# Exercise goal
Go through the records below and set each one down exactly, leaving out any pictures.

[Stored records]
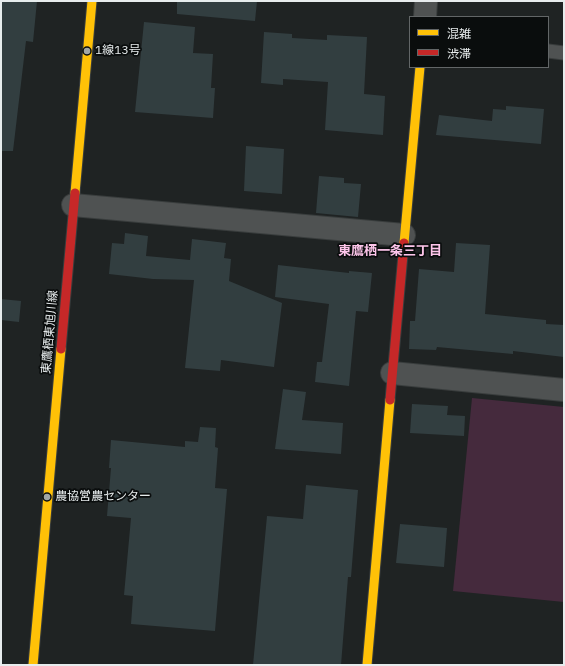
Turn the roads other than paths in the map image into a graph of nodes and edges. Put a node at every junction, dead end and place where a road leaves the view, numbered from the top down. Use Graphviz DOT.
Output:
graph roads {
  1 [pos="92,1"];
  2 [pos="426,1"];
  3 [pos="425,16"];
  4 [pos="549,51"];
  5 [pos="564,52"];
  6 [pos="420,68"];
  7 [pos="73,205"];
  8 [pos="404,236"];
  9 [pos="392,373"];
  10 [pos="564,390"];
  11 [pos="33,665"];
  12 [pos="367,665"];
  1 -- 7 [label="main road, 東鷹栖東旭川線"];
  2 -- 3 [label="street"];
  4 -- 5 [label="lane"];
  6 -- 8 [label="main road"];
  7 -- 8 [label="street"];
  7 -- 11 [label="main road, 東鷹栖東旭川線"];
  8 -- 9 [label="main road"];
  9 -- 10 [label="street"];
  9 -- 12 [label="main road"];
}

# Answer
Turn the roads other than paths in the map image into a graph of nodes and edges. Put a node at every junction, dead end and place where a road leaves the view, numbered from the top down. Use Graphviz DOT.
Output:
graph roads {
  1 [pos="92,1"];
  2 [pos="426,1"];
  3 [pos="425,16"];
  4 [pos="549,51"];
  5 [pos="564,52"];
  6 [pos="420,68"];
  7 [pos="73,205"];
  8 [pos="404,236"];
  9 [pos="392,373"];
  10 [pos="564,390"];
  11 [pos="33,665"];
  12 [pos="367,665"];
  1 -- 7 [label="main road, 東鷹栖東旭川線"];
  2 -- 3 [label="street"];
  4 -- 5 [label="lane"];
  6 -- 8 [label="main road"];
  7 -- 8 [label="street"];
  7 -- 11 [label="main road, 東鷹栖東旭川線"];
  8 -- 9 [label="main road"];
  9 -- 10 [label="street"];
  9 -- 12 [label="main road"];
}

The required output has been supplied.